Originally posted by Tory
We had a discussion at work tonight about the legal issues involved for RN's and UAP. I posted more specific details on this subject on the renal board. But, one of the things we were discussing is IF a PCT (who's done many in the past) inserts a foley into a pt (and works at a facility that provides training for this and it is part of their job description) ends up inflating balloon in the pt's urethra causing bleeding, etc., is the RN the one who is ultimately legally responsible for the PCT's error?
Some RN's said yes, others said no and the rest didn't know (with me among them).
Gee, I wonder why the PCT didn't wait for urine return, even a drop, as we have all been taught to do?
I have to say, though, that I don't always wait for urine return, especially if there are no risk factors (i.e., BPH, previous prostate surgery, adhesions from previous instrumentation or gonorrhea, etc.--) but I always insert the full syringe of KY directly into the urethra and then insert the Foley CLEAR TO THE HUB, inflate with the full 10 cc, not 5cc, of water, then pull the catheter back until it stops on its own (can't pull back any further.)
Usually the KY alone can impede urine flow for a while, so you won't get an immediate return--if you are concerned, though, you can flush the catheter with H2O or NS, which will quickly remove the KY "plug" and allow immediate urine return.

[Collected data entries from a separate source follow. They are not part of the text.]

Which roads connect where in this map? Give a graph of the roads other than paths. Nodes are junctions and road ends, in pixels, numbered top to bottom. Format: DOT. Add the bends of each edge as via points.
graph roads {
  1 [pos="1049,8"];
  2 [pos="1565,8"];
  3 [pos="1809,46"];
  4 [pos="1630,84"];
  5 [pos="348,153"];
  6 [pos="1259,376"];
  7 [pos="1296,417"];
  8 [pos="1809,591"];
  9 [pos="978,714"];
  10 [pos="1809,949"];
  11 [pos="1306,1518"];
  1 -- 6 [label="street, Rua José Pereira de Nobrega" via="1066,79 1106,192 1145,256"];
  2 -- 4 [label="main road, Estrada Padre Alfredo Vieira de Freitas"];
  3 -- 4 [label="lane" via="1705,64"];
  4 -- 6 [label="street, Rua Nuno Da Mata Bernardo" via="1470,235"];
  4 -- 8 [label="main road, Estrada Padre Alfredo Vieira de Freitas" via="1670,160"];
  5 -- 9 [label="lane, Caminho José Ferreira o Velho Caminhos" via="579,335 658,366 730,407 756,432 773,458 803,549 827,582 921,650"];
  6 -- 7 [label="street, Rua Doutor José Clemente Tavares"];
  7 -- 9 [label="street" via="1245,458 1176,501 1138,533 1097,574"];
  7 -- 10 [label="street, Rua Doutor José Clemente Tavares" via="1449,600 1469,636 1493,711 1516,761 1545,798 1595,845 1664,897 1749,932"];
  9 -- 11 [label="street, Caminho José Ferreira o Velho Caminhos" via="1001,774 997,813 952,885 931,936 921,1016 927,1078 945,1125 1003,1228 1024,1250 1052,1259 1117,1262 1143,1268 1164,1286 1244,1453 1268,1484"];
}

Are you absolutely certain that the balloon was inflated in the urethra, and that is what caused the bleeding?
This is why I ask: a couple of years ago, several experienced OR nurses, myself included , had immediate frank blood return despite atraumatic insertion of a Foley--it happened to us when we were using a pre-packaged Foley kit that we had just started stocking. I cannot remember the manufacturer--it may have been Bard--and I think it was a silicone foley, not a latex one, as I believe we had gone to all silicone foleys to simplify things (getting rid of latex.)
When it happened to me, I knew I was "in the right place, " but there just happened to be a urologist out by the scrub sink, so I had him come in, just to double check. He checked, and agreed it was in the right place--irrigated, it was fine; left it alone.
Shorytly after, and in quick succession, it happened to several other nurses. I think they sent the remaining Foley kits back.
I stopped working there soon after (travel assignment) but I do stay in touch with the nurses there, so could probably find out what Foley kit this was for sure, so that you could check and see if it was the one used in the incident you wrote about.
p.m. me if you need this info.
And yes, I do think, at least legally, the nurse would be held ultimately responsible, if indeed this was an act that caused any permanent harm and was not due to a problem with the product--since we generally are responsible for the actions of those under our supervision. What does it say about the PCT/RN relationship in the P&P for this institution and for that unit, as well as according to the state nursing law of the state involved?